** The data follows **
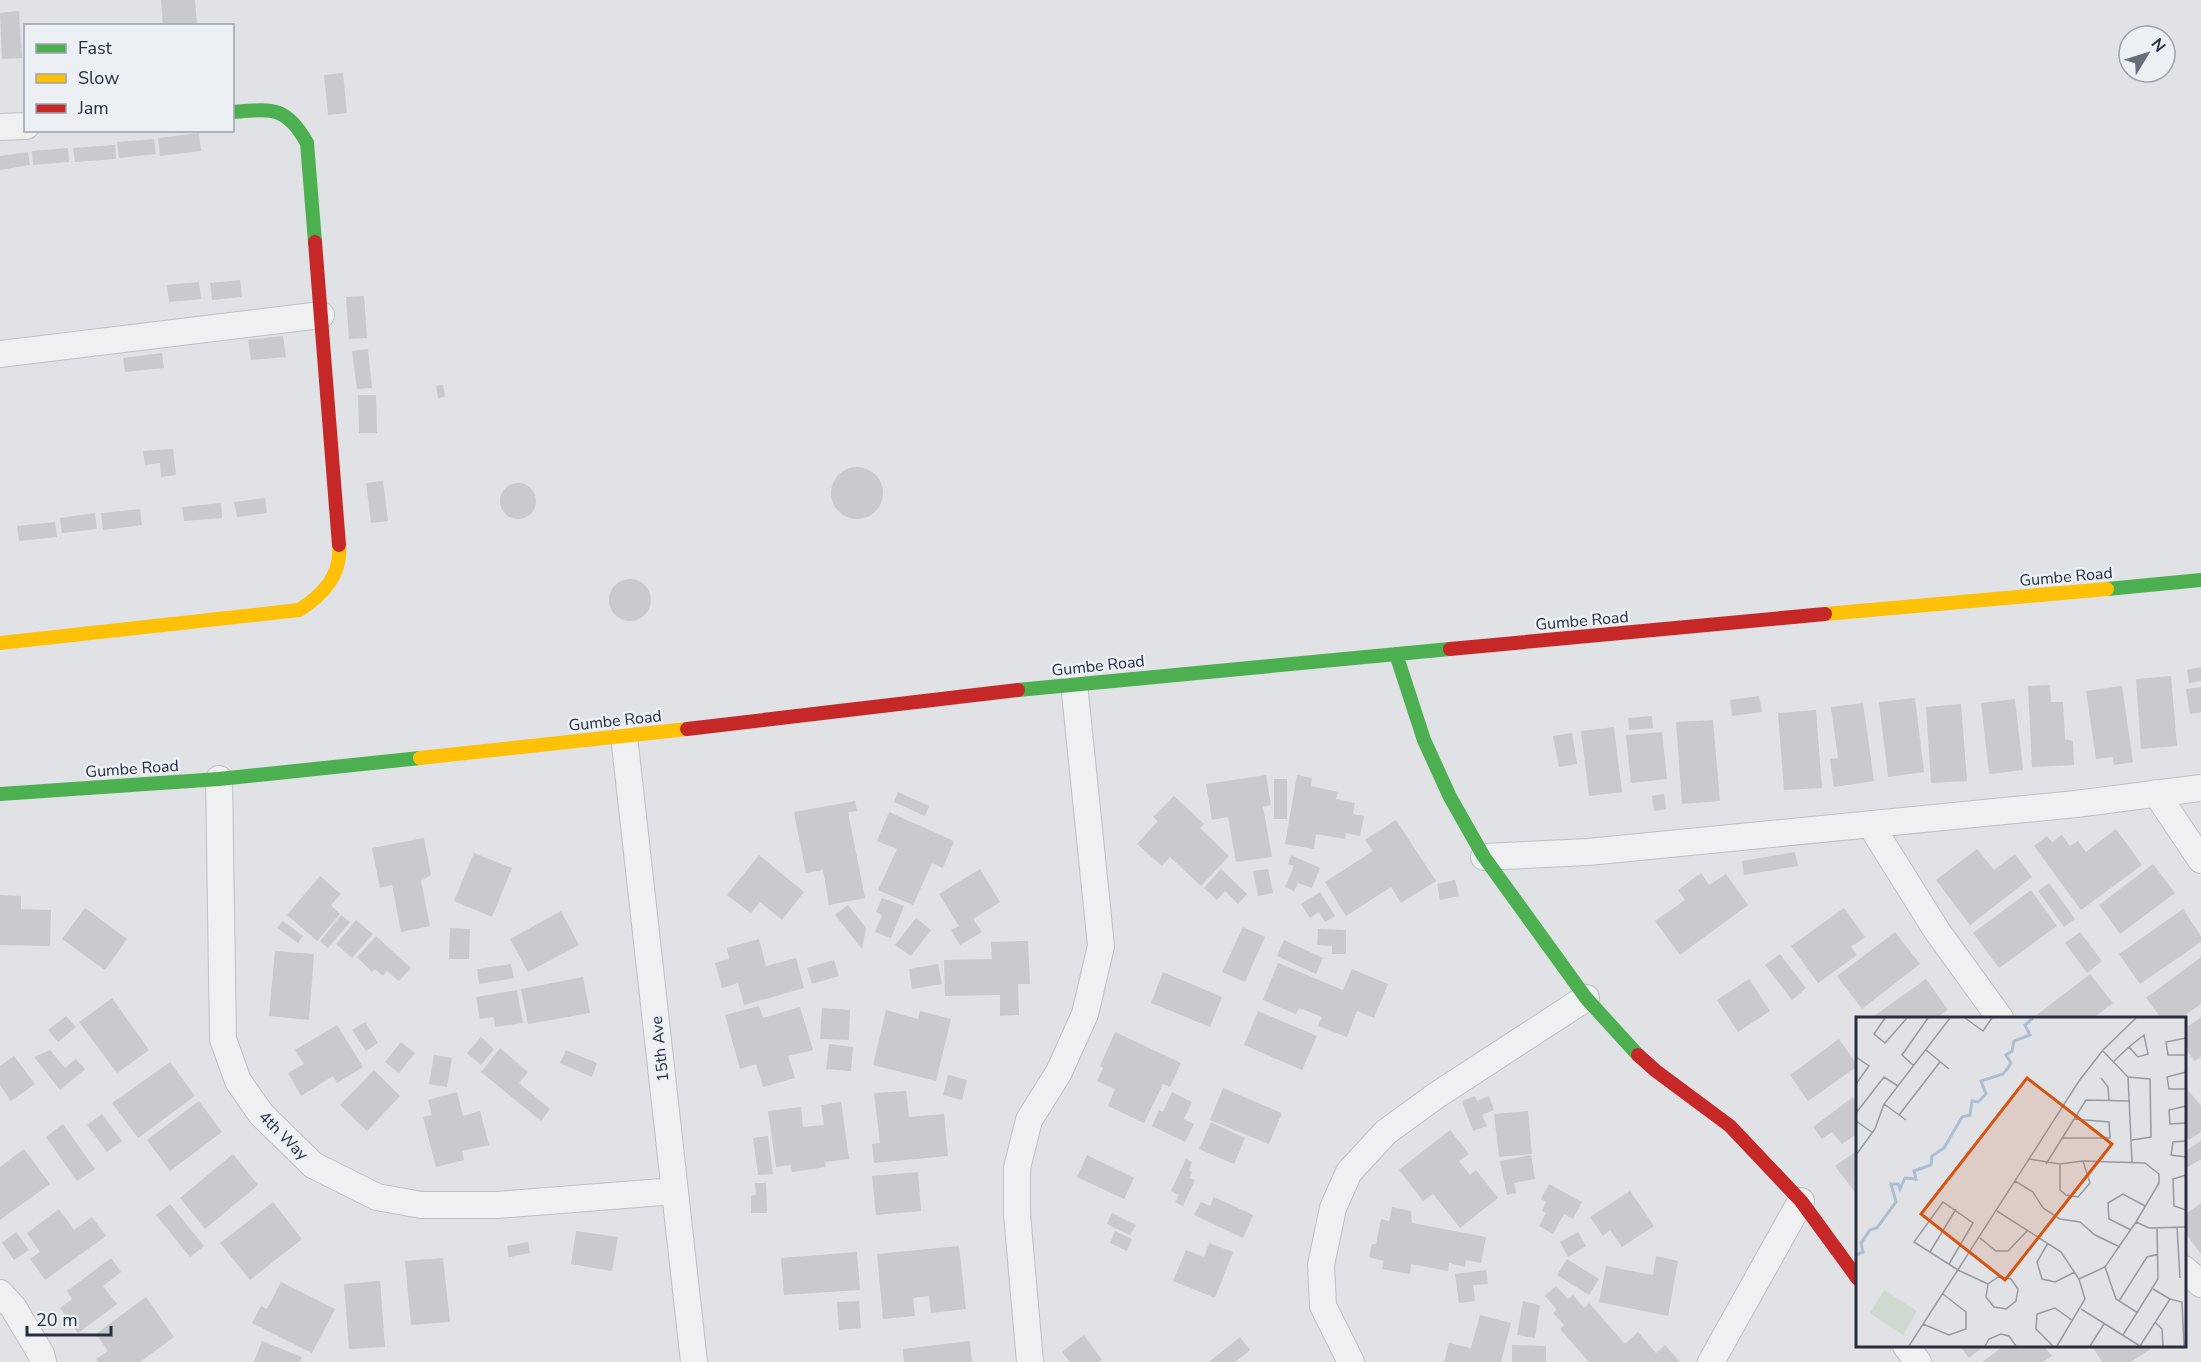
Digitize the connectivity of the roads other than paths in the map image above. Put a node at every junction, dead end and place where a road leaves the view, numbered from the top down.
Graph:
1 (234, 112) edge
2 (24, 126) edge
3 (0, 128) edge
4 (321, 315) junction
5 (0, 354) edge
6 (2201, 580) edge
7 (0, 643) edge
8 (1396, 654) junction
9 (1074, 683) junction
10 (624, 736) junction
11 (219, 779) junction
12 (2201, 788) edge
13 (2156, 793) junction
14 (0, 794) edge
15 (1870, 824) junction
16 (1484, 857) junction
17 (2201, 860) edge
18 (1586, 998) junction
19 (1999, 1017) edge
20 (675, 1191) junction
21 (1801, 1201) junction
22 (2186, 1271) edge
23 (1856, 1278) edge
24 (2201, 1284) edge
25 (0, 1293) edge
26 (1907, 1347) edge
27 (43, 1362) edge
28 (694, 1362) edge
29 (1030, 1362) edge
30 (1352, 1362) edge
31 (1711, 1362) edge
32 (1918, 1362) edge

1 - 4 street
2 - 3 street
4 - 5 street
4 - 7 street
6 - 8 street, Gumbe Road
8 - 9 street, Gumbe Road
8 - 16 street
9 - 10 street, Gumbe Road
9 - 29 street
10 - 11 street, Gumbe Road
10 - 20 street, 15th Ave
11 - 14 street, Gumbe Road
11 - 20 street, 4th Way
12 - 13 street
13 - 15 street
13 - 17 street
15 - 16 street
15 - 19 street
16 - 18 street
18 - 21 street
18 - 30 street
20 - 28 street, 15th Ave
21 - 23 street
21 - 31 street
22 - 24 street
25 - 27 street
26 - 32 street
** End of The data **
### Assignment
Please repeat the data above exactly as it appears, pictures excluded.

### Response area
Digitize the connectivity of the roads other than paths in the map image above. Put a node at every junction, dead end and place where a road leaves the view, numbered from the top down.
Graph:
1 (234, 112) edge
2 (24, 126) edge
3 (0, 128) edge
4 (321, 315) junction
5 (0, 354) edge
6 (2201, 580) edge
7 (0, 643) edge
8 (1396, 654) junction
9 (1074, 683) junction
10 (624, 736) junction
11 (219, 779) junction
12 (2201, 788) edge
13 (2156, 793) junction
14 (0, 794) edge
15 (1870, 824) junction
16 (1484, 857) junction
17 (2201, 860) edge
18 (1586, 998) junction
19 (1999, 1017) edge
20 (675, 1191) junction
21 (1801, 1201) junction
22 (2186, 1271) edge
23 (1856, 1278) edge
24 (2201, 1284) edge
25 (0, 1293) edge
26 (1907, 1347) edge
27 (43, 1362) edge
28 (694, 1362) edge
29 (1030, 1362) edge
30 (1352, 1362) edge
31 (1711, 1362) edge
32 (1918, 1362) edge

1 - 4 street
2 - 3 street
4 - 5 street
4 - 7 street
6 - 8 street, Gumbe Road
8 - 9 street, Gumbe Road
8 - 16 street
9 - 10 street, Gumbe Road
9 - 29 street
10 - 11 street, Gumbe Road
10 - 20 street, 15th Ave
11 - 14 street, Gumbe Road
11 - 20 street, 4th Way
12 - 13 street
13 - 15 street
13 - 17 street
15 - 16 street
15 - 19 street
16 - 18 street
18 - 21 street
18 - 30 street
20 - 28 street, 15th Ave
21 - 23 street
21 - 31 street
22 - 24 street
25 - 27 street
26 - 32 street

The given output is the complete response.